Escucha este artículo
Audio generado con IA de Google
0:00
/
0:00
En vísperas de una nueva campaña electoral y en medio de una negociación de paz con la guerrilla, me preocupa mucho el nivel de agravios y de descomposición que está alcanzando el lenguaje político.
Nuestros dirigentes, tanto en la oposición como en el Gobierno, tienen la obligación de ser mesurados en las cosas que dicen, tanto en público como en privado. Porque, si esto es el comienzo, ¿cómo estaremos a principios del próximo año? Es cierto que la proliferación de medios de comunicación y la gran expansión de las redes sociales, que han permitido que más personas opinen y que opinen mucho más, han abaratado y desvalorizado el significado de las cosas que se dicen. Como consecuencia de esta saturación, la gente ya no les pone tanta atención, pero, justo porque no les hacen mucho caso, para llamar la atención algunos han incrementado el nivel de las procacidades y de descalificaciones. Se equivoca quien crea que esto es intrascendente y que a las palabras se las lleva el viento sin más. En todos los movimientos y partidos existen elementos que siguen ciegamente a sus líderes, y no es aventurado decir que, entre ellos, por puras leyes de la probabilidad, también existen personas que están en el borde de comportamientos psíquicos extremos. Y en un país que aún tiene niveles de violencia elevados y en donde es relativamente fácil adquirir armas en los mercados negros, un lenguaje crecientemente vituperoso es el caldo de cultivo para actos violentos. Infortunadamente, en nuestro país mucha gente jamás estudió o ha olvidado la historia de los orígenes de la violencia entre liberales y conservadores en los años cuarenta y cincuenta. Pocos, como Alberto Lleras, fueron tan conscientes de las consecuencias devastadoras que podía tener el uso irresponsable del lenguaje sobre la convivencia de una nación. En un discurso de 1945, en la Sociedad de Agricultores de Colombia, que resultó premonitorio de la violencia que vendría después, Lleras afirmó: “El sectarismo urbano, especialmente el de las grandes ciudades, es de palabras, sin riesgos, sin auténticos peligros. Pero a medida que va bajando toma forma, y las acciones van reemplazando el ruido del viento retórico”. Y advirtió: “La palabra imprudente del gobernante o de la oposición se vuelve un garrote en el villorrio, un duelo a machete en el camino rural”.
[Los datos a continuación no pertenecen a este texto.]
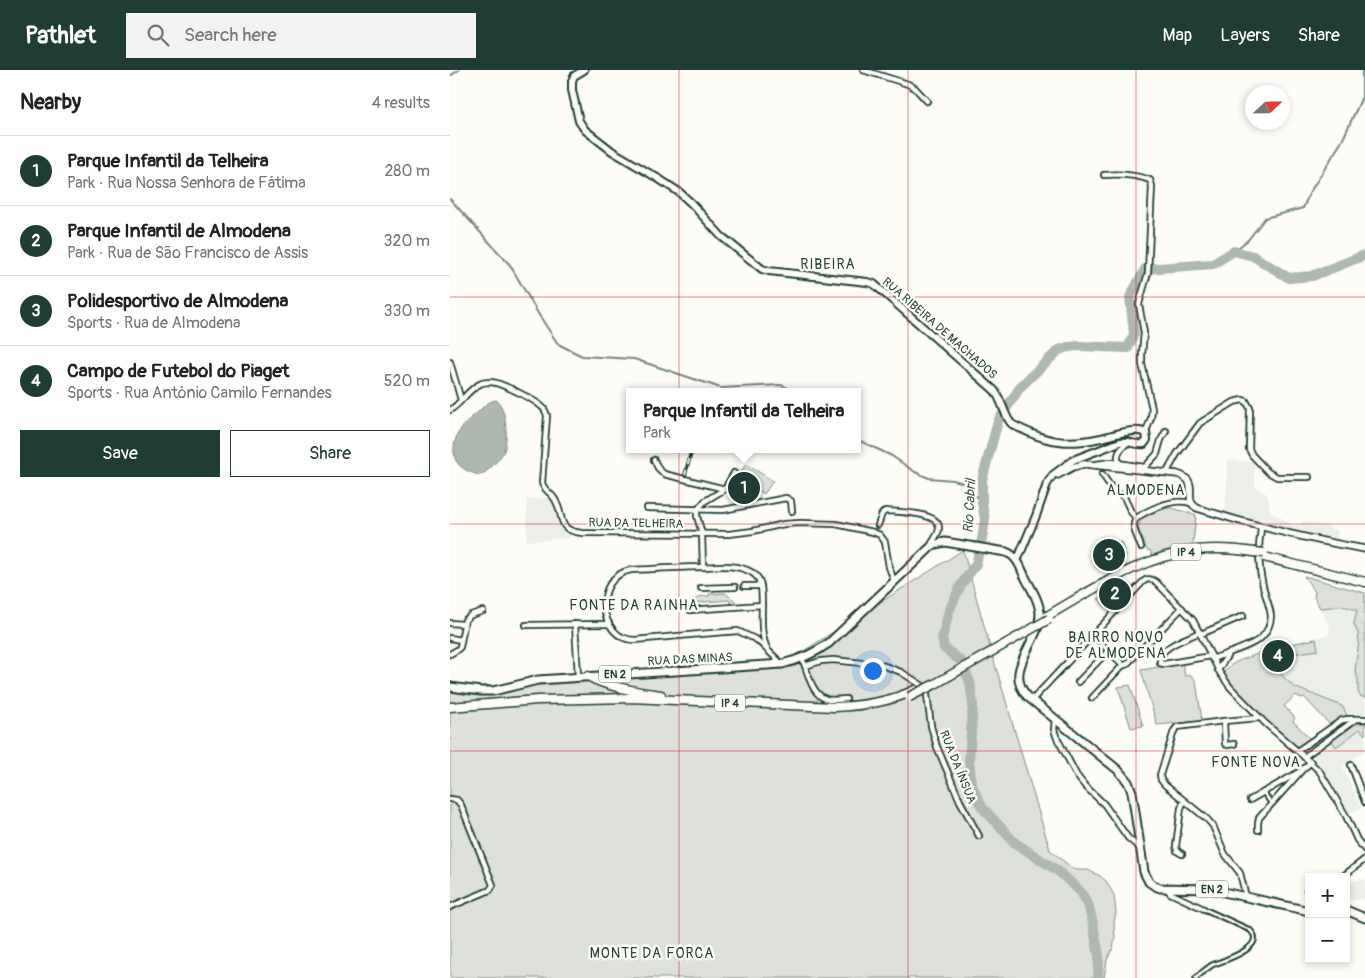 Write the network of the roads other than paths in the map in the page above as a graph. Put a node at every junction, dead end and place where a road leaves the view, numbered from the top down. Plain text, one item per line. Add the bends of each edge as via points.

Y también acusó: “La responsabilidad reside en quienes emplean toda su autoridad para enderezarlos hacia la violencia, como si fuera lo mismo escribir barbaridades o decirlas ante un micrófono, bajo la protección de todos los poderes y de la civilización urbana, que ponerle el pecho a un adversario fanático en el cruce de dos veredas”. Si Lleras escribiera hoy en día hablaría no de machetes, sino de armas automáticas, no sólo de micrófonos, sino también de redes sociales, y no de un cruce de dos veredas, sino de bombas en un semáforo de las grandes ciudades. Si algo falta en Colombia es valentía, pero no para decir barbaridades sino para criticar y aceptar la crítica en debates bien estructurados. Hace falta la razón comunicativa, que fue la que nos elevó a las personas sobre las bestias y nos transformó en humanos. Esa es la razón que trata a los otros seres humanos, no como objetos, sino como sujetos iguales a nosotros mismos. Lo otro es aullar como las bestias.